■ Work instructions: Exactly as written, print each record in the listing.

■ Record excerpts:
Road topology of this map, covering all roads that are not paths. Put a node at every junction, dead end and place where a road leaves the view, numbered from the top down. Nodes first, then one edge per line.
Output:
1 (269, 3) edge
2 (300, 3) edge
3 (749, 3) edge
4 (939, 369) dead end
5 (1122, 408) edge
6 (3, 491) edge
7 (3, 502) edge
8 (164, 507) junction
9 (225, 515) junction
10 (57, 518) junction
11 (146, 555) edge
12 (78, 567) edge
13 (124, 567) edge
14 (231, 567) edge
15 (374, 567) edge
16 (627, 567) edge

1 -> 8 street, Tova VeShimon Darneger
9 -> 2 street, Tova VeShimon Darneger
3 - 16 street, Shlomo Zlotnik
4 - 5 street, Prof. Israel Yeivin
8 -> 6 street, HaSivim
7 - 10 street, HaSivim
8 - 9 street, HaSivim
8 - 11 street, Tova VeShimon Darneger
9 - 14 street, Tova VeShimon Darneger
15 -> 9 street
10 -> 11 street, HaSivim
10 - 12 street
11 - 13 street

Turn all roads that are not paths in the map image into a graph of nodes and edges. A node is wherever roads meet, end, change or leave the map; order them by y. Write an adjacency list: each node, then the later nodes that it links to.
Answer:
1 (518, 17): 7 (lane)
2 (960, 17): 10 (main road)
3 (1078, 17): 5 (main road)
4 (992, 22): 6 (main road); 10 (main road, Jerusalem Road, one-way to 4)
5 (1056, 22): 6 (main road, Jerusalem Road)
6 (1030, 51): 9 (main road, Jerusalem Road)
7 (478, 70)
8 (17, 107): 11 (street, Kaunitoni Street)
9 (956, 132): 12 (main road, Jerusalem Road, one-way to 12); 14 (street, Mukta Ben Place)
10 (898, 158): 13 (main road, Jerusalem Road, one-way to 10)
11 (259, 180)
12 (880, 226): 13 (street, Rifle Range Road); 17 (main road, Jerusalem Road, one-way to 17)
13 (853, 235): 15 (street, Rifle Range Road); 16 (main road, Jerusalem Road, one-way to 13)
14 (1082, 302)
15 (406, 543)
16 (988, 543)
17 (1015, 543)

■ Task result:
Road topology of this map, covering all roads that are not paths. Put a node at every junction, dead end and place where a road leaves the view, numbered from the top down. Nodes first, then one edge per line.
Output:
1 (269, 3) edge
2 (300, 3) edge
3 (749, 3) edge
4 (939, 369) dead end
5 (1122, 408) edge
6 (3, 491) edge
7 (3, 502) edge
8 (164, 507) junction
9 (225, 515) junction
10 (57, 518) junction
11 (146, 555) edge
12 (78, 567) edge
13 (124, 567) edge
14 (231, 567) edge
15 (374, 567) edge
16 (627, 567) edge

1 -> 8 street, Tova VeShimon Darneger
9 -> 2 street, Tova VeShimon Darneger
3 - 16 street, Shlomo Zlotnik
4 - 5 street, Prof. Israel Yeivin
8 -> 6 street, HaSivim
7 - 10 street, HaSivim
8 - 9 street, HaSivim
8 - 11 street, Tova VeShimon Darneger
9 - 14 street, Tova VeShimon Darneger
15 -> 9 street
10 -> 11 street, HaSivim
10 - 12 street
11 - 13 street

Turn all roads that are not paths in the map image into a graph of nodes and edges. A node is wherever roads meet, end, change or leave the map; order them by y. Write an adjacency list: each node, then the later nodes that it links to.
Answer:
1 (518, 17): 7 (lane)
2 (960, 17): 10 (main road)
3 (1078, 17): 5 (main road)
4 (992, 22): 6 (main road); 10 (main road, Jerusalem Road, one-way to 4)
5 (1056, 22): 6 (main road, Jerusalem Road)
6 (1030, 51): 9 (main road, Jerusalem Road)
7 (478, 70)
8 (17, 107): 11 (street, Kaunitoni Street)
9 (956, 132): 12 (main road, Jerusalem Road, one-way to 12); 14 (street, Mukta Ben Place)
10 (898, 158): 13 (main road, Jerusalem Road, one-way to 10)
11 (259, 180)
12 (880, 226): 13 (street, Rifle Range Road); 17 (main road, Jerusalem Road, one-way to 17)
13 (853, 235): 15 (street, Rifle Range Road); 16 (main road, Jerusalem Road, one-way to 13)
14 (1082, 302)
15 (406, 543)
16 (988, 543)
17 (1015, 543)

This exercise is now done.